Scheme 3.

Overview of redox chemistry of allicin and cellular thiols: Allicin (1) is able to react with cellular thiols like glutathione (GSH) and cysteine-containing proteins. Reaction with proteins leads to S-allyl-mercapto-proteins (2) and allyl sulfenic acid (3). S-allyl-mercapto-proteins are able to react with other proteins by formation of disulfide bond-stabilised complexes (4) or to form intramolecular disulfide bonds (5). Both reactions lead to elimination of allyl mercaptan (6). Protein disulfide bonds can be reduced by cellular GSH which leads to S-glutathionyl-mercapto-proteins (7). To remove the glutathionyl residues from the proteins another GSH is needed. Allicin also reacts with GSH. This reaction leads to S-allyl-mercapto-glutathione (8) and allyl sulfenic acid (3).
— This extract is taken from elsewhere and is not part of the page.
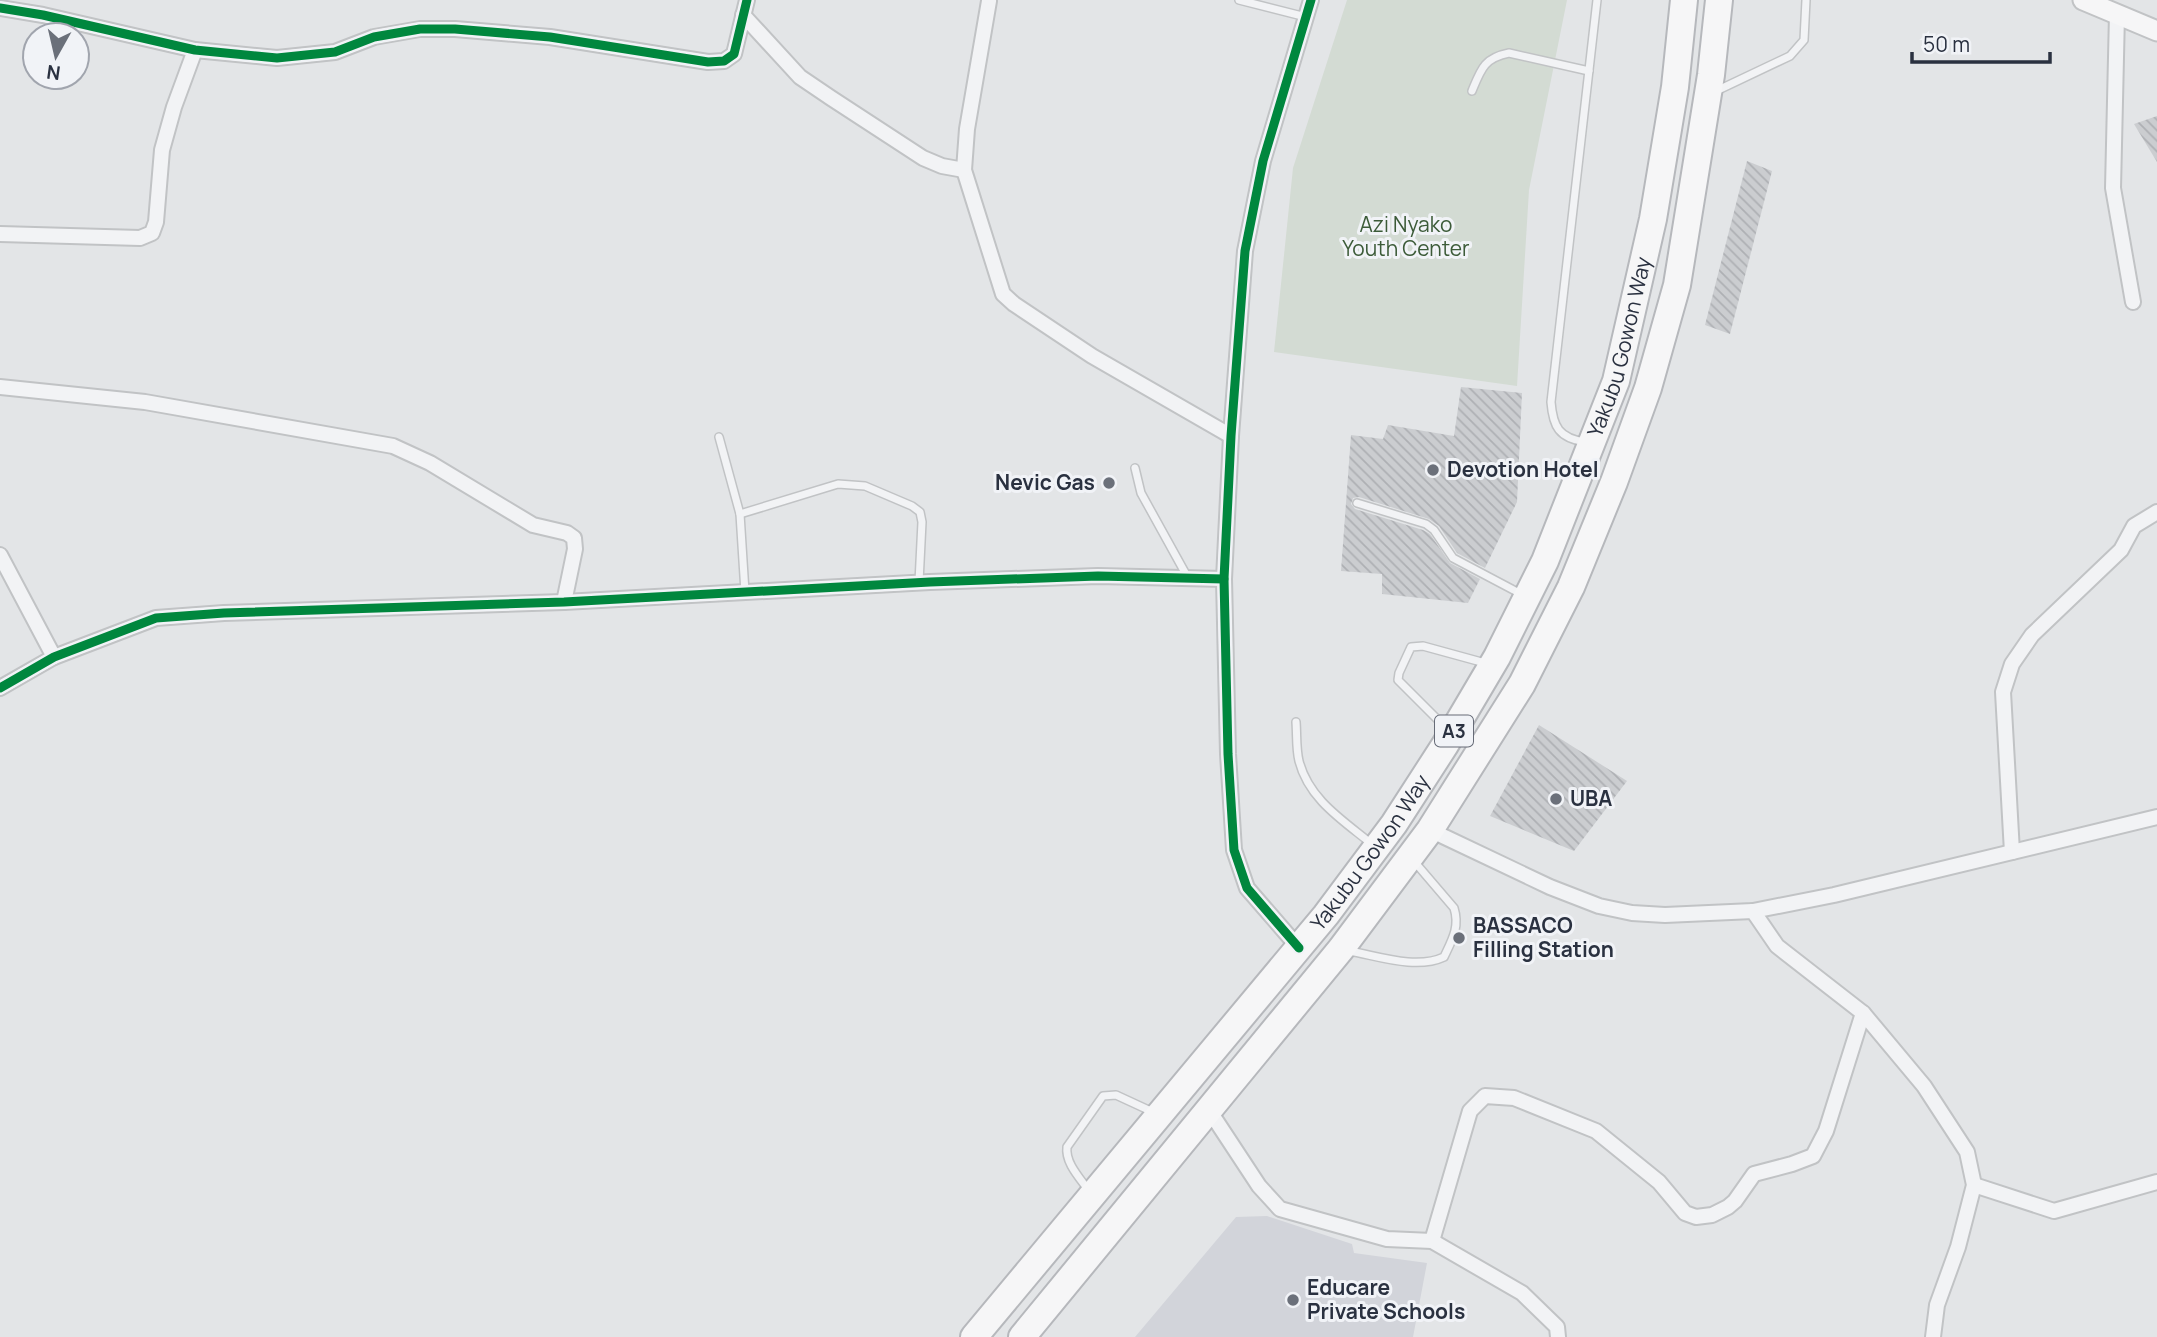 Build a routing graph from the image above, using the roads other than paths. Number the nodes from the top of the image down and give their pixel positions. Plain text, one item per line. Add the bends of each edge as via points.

S-allyl-mercapto-glutathione can undergo a thiol/disulfide exchange reaction with another GSH to form GSSG and allyl mercaptan (6). Allyl sulfenic acid (3), produced in direct reactions of allicin and thiols is able to react with proteins to form S-allyl-mercapto-proteins (2), with GSH to form S-allyl-mercapto-glutathione (8), with allyl mercaptan (6) to DADS (9) or with another allyl sulfenic acid (3) to form allicin again.